Çünkü ilik nakline gerek duyan da, ilik bulmuş ama nakil sırası bekleyen de o kadar çok ki. Bu ülkenin en büyük yaralarından biri. En büyük ayıplarından biri.
Genel müdürün yanıtı “Haklısın” dedi, “Ama bu konu o kadar tatsız ki, bankamın adının bu tatsız konuyla anılmasının sonuçlarını göze almak zor.”
Onun gibi düşünmüyordum. Ama sorumluluk onun olduğu için ısrar da etmedim.
Oysa somut sonuçları olan bir projeydi. Sağlığına kavuşmuş her insanda somutlaşan bir proje.
Son yıllarda şirketlerin, kurumların bir tür günah çıkarma yolu oldu toplumsal sorumluluk projeleri.
Kimse bu projelerin kurumlara, topluma ne getirip ne götürdüğüyle ilgilenmiyor.
Bir projenin başlangıcındaki ve uygulamanın sonundaki rakamsal göstergelerin karşılaştırıldığı yok.
Bunu merak eden de yok. Çoğu proje “bir gösteri”den ibaret!
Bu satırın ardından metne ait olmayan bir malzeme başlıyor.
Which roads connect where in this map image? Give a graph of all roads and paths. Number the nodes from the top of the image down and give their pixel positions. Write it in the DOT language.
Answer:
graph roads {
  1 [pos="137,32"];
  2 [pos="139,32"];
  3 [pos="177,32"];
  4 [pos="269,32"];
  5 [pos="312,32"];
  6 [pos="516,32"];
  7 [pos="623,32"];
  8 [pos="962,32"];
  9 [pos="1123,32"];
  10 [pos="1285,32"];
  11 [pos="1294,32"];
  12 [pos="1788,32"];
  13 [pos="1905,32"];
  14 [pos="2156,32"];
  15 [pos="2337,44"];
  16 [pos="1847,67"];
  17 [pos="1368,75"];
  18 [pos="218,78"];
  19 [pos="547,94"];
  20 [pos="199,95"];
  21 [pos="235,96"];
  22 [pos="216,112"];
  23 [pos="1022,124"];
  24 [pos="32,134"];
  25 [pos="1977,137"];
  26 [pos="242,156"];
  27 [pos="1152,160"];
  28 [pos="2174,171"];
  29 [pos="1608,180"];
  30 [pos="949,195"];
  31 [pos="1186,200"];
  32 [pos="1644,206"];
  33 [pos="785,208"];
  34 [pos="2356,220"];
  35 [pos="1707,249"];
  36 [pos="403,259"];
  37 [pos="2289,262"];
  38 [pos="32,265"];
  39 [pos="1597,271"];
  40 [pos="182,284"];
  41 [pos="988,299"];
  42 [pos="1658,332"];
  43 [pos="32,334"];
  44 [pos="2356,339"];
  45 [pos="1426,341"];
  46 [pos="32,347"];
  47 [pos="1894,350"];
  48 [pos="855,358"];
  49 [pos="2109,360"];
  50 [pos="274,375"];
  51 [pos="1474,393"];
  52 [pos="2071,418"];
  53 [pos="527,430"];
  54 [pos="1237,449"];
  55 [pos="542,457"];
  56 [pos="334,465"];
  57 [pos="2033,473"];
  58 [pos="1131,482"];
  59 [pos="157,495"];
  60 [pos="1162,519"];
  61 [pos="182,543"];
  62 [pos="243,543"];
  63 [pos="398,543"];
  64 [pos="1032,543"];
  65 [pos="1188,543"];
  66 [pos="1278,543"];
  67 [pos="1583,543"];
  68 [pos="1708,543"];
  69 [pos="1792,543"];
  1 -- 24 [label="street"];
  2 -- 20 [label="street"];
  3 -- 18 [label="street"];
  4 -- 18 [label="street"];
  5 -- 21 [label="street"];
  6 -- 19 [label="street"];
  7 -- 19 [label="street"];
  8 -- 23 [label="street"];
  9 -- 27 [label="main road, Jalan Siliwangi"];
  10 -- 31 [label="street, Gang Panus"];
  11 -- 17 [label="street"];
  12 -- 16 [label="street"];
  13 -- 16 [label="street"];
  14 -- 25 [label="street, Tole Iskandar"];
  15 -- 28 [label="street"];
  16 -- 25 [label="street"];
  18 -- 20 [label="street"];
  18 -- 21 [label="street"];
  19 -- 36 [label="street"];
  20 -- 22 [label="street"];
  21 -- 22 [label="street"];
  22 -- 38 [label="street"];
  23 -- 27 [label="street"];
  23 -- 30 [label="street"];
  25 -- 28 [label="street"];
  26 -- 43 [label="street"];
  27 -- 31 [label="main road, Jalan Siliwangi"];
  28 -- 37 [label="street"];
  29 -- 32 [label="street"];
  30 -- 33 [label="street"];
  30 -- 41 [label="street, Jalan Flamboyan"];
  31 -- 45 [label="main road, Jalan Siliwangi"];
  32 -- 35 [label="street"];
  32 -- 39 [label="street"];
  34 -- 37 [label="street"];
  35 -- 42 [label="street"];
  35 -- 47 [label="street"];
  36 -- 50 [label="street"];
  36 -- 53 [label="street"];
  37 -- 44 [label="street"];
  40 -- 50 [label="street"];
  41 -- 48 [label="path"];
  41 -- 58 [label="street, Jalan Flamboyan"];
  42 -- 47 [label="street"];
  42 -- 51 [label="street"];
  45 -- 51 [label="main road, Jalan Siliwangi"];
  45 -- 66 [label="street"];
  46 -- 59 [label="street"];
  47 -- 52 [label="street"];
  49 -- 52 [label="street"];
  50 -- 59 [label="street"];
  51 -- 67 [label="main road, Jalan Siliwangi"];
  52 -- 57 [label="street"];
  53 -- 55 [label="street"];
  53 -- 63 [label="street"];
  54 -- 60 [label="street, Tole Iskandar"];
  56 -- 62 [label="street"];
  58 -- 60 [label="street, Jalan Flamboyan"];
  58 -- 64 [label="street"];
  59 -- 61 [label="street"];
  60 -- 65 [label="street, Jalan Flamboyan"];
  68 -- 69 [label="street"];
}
Amaç süslü yollarla imaj yaratmak yerine, bir yarayı sararak imaj yaratmak olsa ilik nakli konusu bu kadar sahipsiz kalmazdı.

AKLIMDA KALAN

Türkiye’deki sigara yasağına bir İngilizin yorumu: Norman bir süredir Türkiye’de yaşayan bir İngiliz. İyi bir sigara içicisi. Bu yasaktan sonra canının sıkılıp sıkılmadığını sorduğumda omzunu silkti. “Umurumda değil” dedi. “İngiltere’de bu yasağı ciğnemenin cezası 50 sterlin, o kadar katıdır uygulama. Ama burası Türkiye, yarın bu yasağın delinmedik yeri kalmaz.” “Bu iyi bir şey değil ki, neden böyle bir ülkede yaşamak isteyesin?” diye sorduğumda “Tam da bu yüzden” demesin mi? “Kendi ülkemdeki katı kurallarla yaşamaktansa burada her an, her şey değişebiliyor. Her gün, herkes için bir macera. Bu ülkeyi seviyorum.”